[Dataset entries]
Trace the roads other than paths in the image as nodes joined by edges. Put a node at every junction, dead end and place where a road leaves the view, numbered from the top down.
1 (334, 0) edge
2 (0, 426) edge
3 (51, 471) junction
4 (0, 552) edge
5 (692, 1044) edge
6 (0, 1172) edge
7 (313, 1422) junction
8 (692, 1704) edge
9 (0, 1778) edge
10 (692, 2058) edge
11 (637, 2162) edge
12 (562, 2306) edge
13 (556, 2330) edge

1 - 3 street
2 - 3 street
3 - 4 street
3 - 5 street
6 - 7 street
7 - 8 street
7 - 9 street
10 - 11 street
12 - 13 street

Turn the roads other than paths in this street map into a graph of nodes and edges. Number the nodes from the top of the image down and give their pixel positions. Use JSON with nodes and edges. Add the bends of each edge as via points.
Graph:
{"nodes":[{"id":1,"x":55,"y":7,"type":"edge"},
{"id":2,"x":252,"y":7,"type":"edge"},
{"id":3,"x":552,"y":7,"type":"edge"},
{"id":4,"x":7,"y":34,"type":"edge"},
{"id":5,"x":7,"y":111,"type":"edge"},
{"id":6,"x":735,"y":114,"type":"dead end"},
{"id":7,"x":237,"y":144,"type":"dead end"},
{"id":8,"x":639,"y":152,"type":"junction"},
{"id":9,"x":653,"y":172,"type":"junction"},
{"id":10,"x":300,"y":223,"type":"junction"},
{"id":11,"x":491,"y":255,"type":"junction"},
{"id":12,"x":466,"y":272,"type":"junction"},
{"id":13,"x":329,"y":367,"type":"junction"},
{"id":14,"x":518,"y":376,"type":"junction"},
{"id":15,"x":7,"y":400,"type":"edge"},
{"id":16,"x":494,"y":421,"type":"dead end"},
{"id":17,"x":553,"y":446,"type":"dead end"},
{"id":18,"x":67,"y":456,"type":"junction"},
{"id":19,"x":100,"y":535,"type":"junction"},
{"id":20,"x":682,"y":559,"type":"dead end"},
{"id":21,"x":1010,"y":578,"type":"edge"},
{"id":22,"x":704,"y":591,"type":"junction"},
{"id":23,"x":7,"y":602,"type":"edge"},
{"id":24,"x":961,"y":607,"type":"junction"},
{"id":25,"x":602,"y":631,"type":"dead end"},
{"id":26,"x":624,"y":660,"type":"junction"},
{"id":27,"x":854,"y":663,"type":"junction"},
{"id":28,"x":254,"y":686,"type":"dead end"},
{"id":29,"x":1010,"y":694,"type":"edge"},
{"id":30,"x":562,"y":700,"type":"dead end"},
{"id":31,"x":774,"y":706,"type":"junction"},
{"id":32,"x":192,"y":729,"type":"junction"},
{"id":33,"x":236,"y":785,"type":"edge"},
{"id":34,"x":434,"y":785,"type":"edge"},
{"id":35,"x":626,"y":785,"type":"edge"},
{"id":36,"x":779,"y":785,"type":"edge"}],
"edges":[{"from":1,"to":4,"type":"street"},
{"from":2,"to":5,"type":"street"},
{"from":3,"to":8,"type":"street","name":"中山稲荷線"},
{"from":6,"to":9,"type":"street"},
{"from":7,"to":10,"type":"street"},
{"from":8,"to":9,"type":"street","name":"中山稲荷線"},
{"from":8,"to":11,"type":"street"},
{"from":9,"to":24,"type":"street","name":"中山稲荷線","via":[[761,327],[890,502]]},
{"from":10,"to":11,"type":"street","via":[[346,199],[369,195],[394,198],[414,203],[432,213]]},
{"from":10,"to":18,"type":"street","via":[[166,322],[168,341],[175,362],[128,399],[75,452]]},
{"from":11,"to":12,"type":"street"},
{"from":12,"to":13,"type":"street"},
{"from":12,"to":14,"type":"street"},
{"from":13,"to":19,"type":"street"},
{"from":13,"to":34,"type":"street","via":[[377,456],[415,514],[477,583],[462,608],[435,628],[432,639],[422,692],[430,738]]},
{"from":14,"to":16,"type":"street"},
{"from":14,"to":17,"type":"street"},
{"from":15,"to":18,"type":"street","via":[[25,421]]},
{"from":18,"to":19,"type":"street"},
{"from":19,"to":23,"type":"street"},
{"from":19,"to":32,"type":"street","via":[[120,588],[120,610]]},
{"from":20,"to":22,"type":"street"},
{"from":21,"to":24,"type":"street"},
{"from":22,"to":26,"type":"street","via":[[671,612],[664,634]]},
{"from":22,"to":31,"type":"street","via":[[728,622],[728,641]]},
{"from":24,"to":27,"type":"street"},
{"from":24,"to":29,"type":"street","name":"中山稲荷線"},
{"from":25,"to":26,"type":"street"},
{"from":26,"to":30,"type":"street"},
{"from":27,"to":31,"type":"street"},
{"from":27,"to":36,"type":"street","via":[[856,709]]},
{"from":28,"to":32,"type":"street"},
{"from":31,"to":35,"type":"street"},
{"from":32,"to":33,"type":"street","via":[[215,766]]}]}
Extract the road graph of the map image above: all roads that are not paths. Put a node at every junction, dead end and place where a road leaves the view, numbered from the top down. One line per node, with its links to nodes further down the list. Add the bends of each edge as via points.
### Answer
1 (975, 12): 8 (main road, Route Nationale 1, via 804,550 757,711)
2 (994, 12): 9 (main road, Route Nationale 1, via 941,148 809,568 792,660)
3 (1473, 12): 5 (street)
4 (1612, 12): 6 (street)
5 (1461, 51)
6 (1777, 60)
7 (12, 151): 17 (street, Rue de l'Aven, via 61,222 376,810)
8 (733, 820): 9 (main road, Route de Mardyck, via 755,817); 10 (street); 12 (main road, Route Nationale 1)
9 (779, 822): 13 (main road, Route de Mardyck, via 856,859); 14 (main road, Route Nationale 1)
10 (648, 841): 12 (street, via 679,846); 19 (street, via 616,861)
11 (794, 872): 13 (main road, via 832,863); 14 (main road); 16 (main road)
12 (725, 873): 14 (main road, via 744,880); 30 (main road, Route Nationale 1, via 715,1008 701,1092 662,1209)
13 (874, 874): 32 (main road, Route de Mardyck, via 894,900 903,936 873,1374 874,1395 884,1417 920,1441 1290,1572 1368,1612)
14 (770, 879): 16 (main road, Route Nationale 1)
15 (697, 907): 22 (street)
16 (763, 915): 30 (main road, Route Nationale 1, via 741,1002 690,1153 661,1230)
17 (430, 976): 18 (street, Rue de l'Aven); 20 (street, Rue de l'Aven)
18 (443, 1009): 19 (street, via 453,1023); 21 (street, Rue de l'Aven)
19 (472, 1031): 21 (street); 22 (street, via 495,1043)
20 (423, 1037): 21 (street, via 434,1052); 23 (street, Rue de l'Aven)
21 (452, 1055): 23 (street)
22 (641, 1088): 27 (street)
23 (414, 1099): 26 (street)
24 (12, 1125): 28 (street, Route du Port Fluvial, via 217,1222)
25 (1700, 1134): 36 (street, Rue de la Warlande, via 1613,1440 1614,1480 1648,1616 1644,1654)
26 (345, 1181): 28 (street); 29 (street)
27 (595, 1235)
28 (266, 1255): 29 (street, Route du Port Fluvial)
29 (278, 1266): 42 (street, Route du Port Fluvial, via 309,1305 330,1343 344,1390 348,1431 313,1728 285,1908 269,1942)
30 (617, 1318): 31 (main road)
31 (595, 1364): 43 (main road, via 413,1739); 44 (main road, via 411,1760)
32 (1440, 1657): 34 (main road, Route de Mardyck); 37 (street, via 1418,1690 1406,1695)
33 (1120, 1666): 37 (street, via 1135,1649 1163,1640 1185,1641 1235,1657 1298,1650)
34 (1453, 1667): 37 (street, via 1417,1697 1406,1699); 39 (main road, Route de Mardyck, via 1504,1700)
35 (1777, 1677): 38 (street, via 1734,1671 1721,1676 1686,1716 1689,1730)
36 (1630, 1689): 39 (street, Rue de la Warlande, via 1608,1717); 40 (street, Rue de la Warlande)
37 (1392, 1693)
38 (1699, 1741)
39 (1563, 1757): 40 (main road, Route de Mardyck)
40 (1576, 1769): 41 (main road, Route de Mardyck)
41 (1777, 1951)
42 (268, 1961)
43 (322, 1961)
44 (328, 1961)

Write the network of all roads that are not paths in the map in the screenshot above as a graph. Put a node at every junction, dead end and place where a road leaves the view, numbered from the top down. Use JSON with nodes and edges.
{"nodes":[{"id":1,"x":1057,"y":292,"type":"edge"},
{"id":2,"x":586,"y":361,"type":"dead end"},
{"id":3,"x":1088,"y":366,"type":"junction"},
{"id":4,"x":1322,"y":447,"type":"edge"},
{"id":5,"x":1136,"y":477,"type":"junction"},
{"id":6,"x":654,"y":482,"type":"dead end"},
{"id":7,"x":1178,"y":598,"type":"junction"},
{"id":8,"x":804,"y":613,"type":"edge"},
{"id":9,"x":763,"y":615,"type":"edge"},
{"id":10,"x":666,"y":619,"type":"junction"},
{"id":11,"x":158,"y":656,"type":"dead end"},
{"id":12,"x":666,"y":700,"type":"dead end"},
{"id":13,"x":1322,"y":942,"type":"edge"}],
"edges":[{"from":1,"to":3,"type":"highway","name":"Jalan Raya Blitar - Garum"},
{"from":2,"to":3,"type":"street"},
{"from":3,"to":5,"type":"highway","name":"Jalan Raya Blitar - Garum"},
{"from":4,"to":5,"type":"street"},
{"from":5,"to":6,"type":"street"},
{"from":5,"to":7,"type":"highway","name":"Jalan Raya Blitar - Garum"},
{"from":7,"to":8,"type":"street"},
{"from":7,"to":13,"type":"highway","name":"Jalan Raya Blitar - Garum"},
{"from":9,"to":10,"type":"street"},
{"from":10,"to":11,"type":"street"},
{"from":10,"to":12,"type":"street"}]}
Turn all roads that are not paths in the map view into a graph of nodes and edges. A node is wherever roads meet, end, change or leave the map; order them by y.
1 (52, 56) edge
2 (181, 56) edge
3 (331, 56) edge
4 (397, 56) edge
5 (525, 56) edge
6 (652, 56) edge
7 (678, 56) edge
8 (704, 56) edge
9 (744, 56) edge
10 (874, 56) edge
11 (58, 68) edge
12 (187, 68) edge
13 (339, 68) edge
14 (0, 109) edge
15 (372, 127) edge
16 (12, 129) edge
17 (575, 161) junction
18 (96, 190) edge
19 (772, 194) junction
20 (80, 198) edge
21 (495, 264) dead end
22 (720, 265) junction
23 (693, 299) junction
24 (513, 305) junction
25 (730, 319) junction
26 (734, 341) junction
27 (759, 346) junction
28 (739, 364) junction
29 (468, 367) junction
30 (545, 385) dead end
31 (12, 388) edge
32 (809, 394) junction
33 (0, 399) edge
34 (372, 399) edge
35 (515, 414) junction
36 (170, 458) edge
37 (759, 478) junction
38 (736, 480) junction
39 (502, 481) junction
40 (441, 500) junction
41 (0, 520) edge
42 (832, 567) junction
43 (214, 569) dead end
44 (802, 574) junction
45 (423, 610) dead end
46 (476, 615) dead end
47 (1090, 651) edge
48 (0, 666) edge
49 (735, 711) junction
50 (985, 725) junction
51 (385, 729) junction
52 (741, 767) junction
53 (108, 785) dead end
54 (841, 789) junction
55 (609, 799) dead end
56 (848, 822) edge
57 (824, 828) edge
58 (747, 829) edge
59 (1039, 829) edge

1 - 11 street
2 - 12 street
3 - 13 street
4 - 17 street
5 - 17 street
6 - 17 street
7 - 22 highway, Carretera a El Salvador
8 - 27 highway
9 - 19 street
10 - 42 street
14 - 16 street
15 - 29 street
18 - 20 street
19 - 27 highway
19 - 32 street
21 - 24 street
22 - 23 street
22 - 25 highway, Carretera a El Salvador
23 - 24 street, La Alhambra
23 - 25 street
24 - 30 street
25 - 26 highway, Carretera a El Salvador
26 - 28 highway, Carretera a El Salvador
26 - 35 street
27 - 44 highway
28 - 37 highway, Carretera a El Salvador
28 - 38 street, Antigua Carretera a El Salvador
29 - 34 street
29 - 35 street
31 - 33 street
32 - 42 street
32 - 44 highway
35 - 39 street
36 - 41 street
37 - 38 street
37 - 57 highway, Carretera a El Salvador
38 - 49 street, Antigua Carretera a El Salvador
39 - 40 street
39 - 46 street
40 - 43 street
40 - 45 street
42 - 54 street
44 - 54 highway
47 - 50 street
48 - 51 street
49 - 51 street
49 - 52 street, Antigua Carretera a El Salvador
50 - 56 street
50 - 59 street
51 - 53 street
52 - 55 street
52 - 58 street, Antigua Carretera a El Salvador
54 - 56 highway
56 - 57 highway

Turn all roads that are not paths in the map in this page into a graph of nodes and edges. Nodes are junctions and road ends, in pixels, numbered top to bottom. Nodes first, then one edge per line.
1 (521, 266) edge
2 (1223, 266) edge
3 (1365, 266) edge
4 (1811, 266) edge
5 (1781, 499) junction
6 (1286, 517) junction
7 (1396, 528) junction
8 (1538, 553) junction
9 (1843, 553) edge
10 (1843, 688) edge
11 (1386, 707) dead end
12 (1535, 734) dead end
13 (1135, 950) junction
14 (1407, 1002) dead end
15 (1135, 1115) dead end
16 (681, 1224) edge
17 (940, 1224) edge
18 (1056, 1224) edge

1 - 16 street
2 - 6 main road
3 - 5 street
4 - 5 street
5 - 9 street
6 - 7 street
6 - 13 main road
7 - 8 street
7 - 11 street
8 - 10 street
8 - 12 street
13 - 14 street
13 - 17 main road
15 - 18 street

*ABOUT THIS TASK*:
What the task asks for is a word-for-word repeat of the lines above, from the first through the one containing "Turn the roads".

*ANSWER SPACE*:
Trace the roads other than paths in the image as nodes joined by edges. Put a node at every junction, dead end and place where a road leaves the view, numbered from the top down.
1 (334, 0) edge
2 (0, 426) edge
3 (51, 471) junction
4 (0, 552) edge
5 (692, 1044) edge
6 (0, 1172) edge
7 (313, 1422) junction
8 (692, 1704) edge
9 (0, 1778) edge
10 (692, 2058) edge
11 (637, 2162) edge
12 (562, 2306) edge
13 (556, 2330) edge

1 - 3 street
2 - 3 street
3 - 4 street
3 - 5 street
6 - 7 street
7 - 8 street
7 - 9 street
10 - 11 street
12 - 13 street

Turn the roads other than paths in this street map into a graph of nodes and edges. Number the nodes from the top of the image down and give their pixel positions. Use JSON with nodes and edges. Add the bends of each edge as via points.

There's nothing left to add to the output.